Note Re: Possible Amendments:
Cantwell Amendment (#1249)
One amendment that has been “filed,” but is not currently “pending” is the Cantwell amendment which is very important to business immigration interests. We do not know at this time what will happen with this amendment – whether it will come to the floor for debate or be negotiated through unanimous consent into the final package. Nevertheless,
it is important to let senators know that this amendment is strongly supported by businesses.
The Cantwell amendment would set up a parallel and complementary employer-sponsored merit-based program. This “employer-sponsored” stream would let companies determine the skill sets that they need and would like to sponsor for a green card and this employer-sponsored merit based system would provide 140,000 visas separate and in addition to those currently in the bill. This amendment would protect U.S. workers by applying labor market tests to employer sponsorship of foreign workers.
In addition to dealing with employment-based green cards, this amendment also addresses some of the “grand bargain’s” changes to the H-1B program by striking the presumption of “immigrant intent” and restoring the “degree equivalency” provision. Furthermore, the amendment, while maintaining the provisions to strengthen H-1B enforcement in the bill, would eliminate overregulation of legitimate H-1B employers by striking provisions that would require every employer comply with burdensome rules that currently apply only to “willful violators” and to employers with excessive numbers of H-1B employees.

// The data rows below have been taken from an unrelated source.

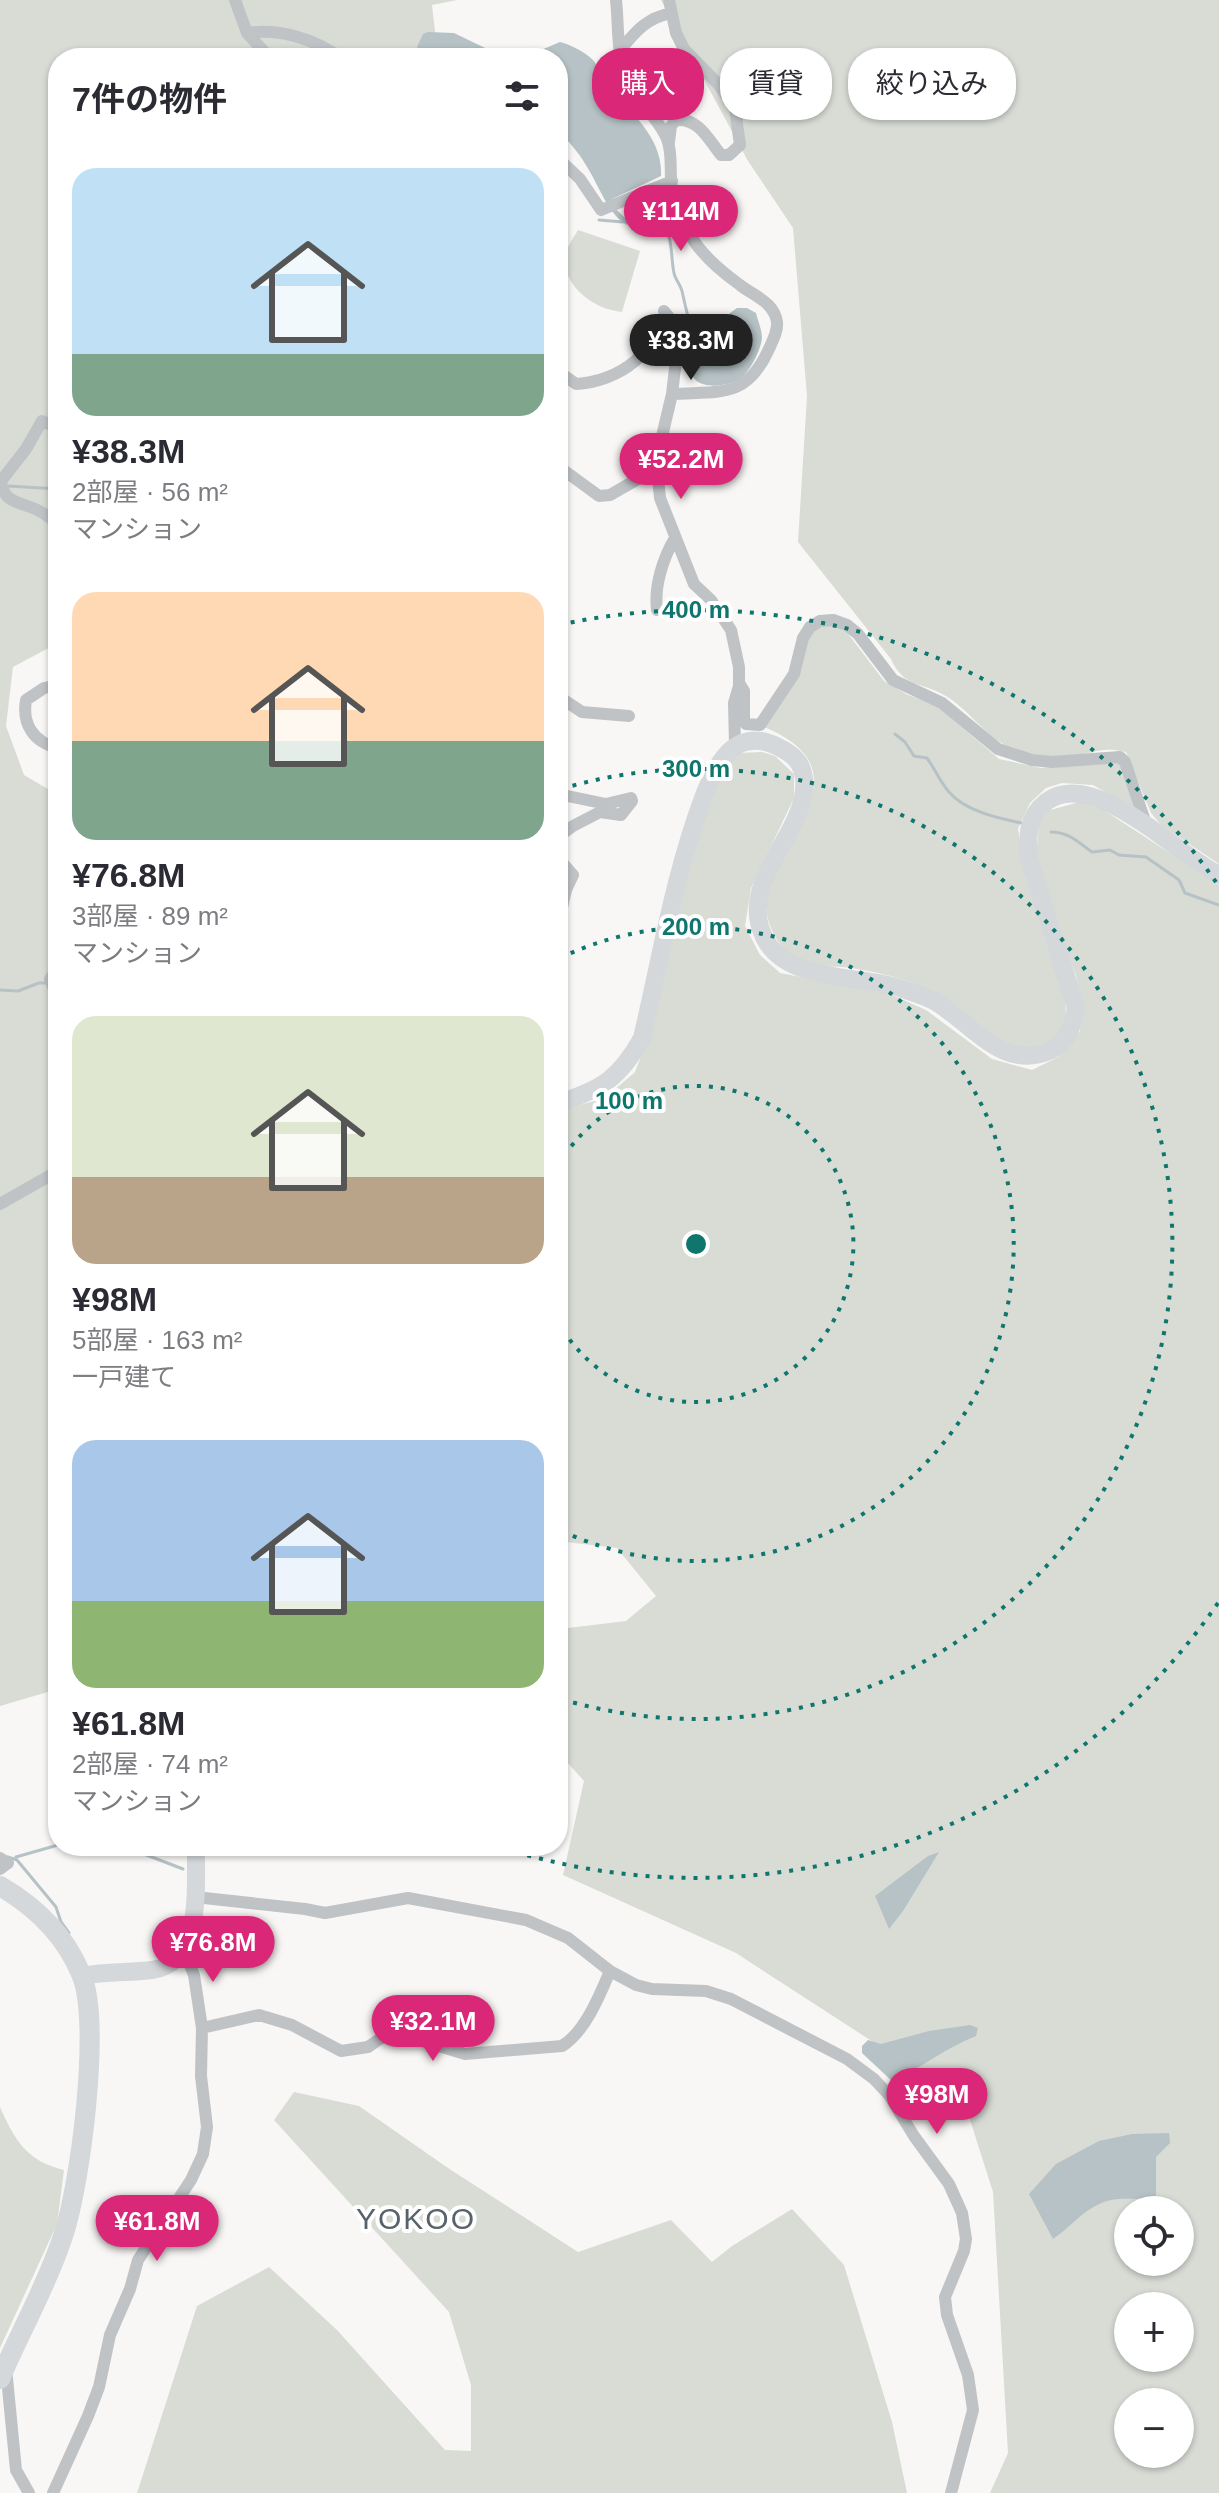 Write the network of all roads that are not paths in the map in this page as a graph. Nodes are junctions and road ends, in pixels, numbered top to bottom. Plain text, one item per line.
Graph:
1 (235, 0) edge
2 (616, 0) edge
3 (670, 6) edge
4 (247, 33) junction
5 (261, 48) edge
6 (323, 48) edge
7 (621, 48) edge
8 (622, 48) edge
9 (654, 120) edge
10 (669, 145) junction
11 (568, 168) edge
12 (672, 181) junction
13 (664, 311) dead end
14 (675, 330) junction
15 (568, 378) edge
16 (672, 394) junction
17 (48, 424) edge
18 (657, 468) junction
19 (568, 473) edge
20 (48, 517) edge
21 (675, 538) junction
22 (657, 610) dead end
23 (739, 683) junction
24 (48, 687) edge
25 (568, 703) edge
26 (629, 716) dead end
27 (48, 744) edge
28 (735, 745) junction
29 (568, 796) edge
30 (1147, 827) junction
31 (568, 830) edge
32 (1219, 875) edge
33 (568, 1100) edge
34 (48, 1177) edge
35 (0, 1204) edge
36 (196, 1856) edge
37 (0, 1858) edge
38 (0, 1869) edge
39 (0, 1886) edge
40 (195, 1897) junction
41 (184, 1951) junction
42 (610, 1971) junction
43 (82, 1976) junction
44 (202, 2028) junction
45 (3, 2372) edge
46 (29, 2493) edge
47 (53, 2493) edge
48 (951, 2493) edge

1 - 4 street
2 - 7 street
3 - 8 street
3 - 10 street
4 - 5 street
4 - 6 street
9 - 10 street
10 - 12 street
11 - 12 street
12 - 16 street
13 - 14 street
14 - 15 street
14 - 16 street
16 - 18 street
17 - 20 street
18 - 19 street
18 - 21 street
21 - 22 street
21 - 23 street
23 - 28 street
23 - 30 street
24 - 27 street
25 - 26 street
28 - 30 street
28 - 33 street
29 - 31 street
30 - 32 street
34 - 35 street
36 - 40 street
37 - 38 street
39 - 43 main road
40 - 41 street
40 - 42 street
41 - 43 street
41 - 44 street
42 - 44 street
42 - 48 street
43 - 45 main road
44 - 47 street
45 - 46 street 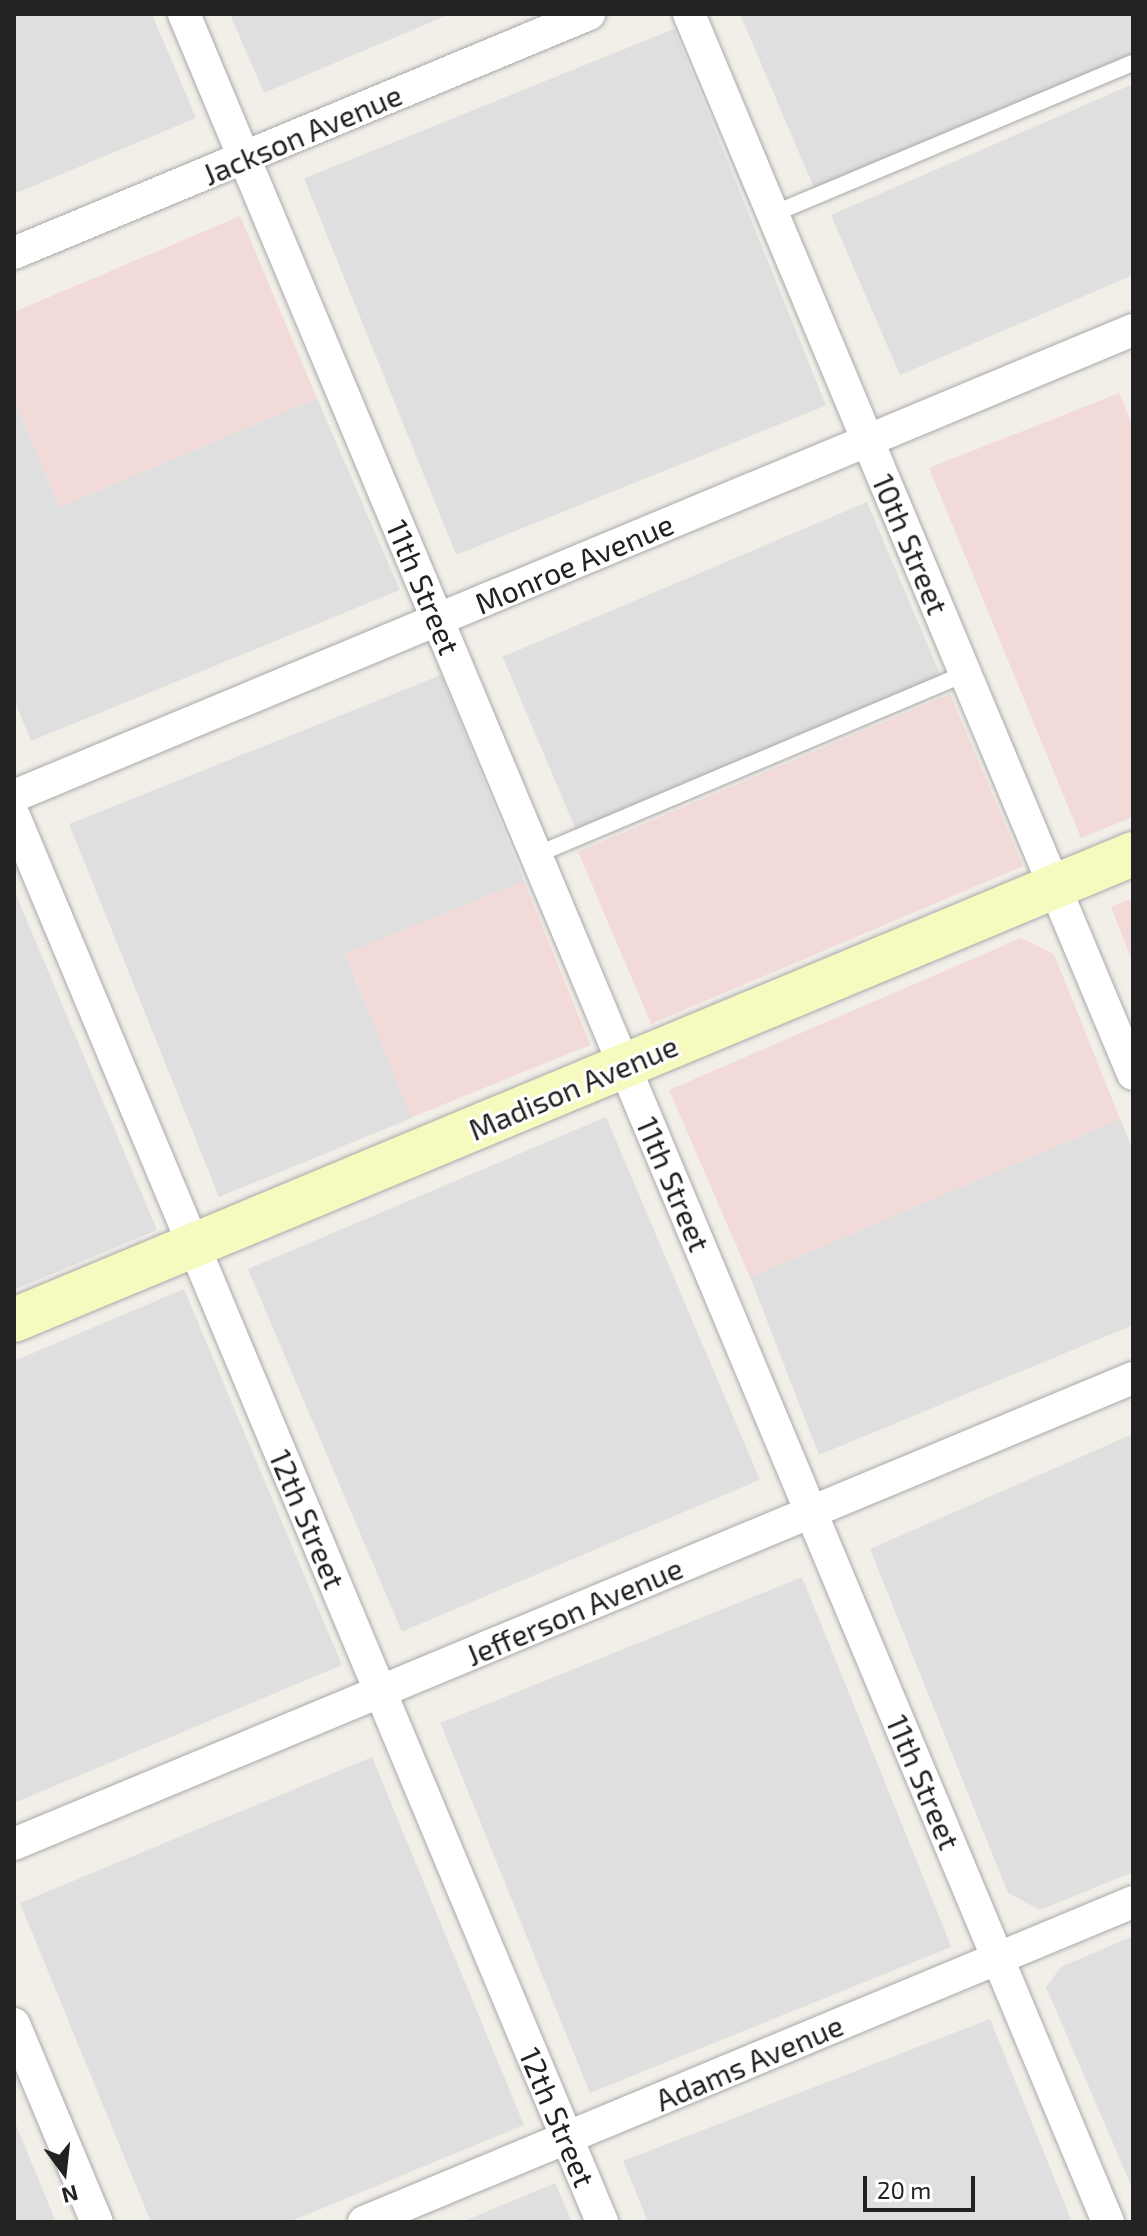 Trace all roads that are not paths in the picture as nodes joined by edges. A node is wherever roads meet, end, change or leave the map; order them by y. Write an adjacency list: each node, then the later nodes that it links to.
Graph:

Durbin-Grassley Amendment (#1231)
There will also possibly be a vote on a Durbin-Grassley amendment. The amendment would strike provisions in the bill that allow the Secretary of Labor to determine whether or not there is a shortage of U.S. workers in the occupation and area of intended employment for which a Y nonimmigrant is sought. This amendment would require employers to follow extensive hiring and recruitment procedures even in areas where there labor shortages as determined by the Secretary of Labor.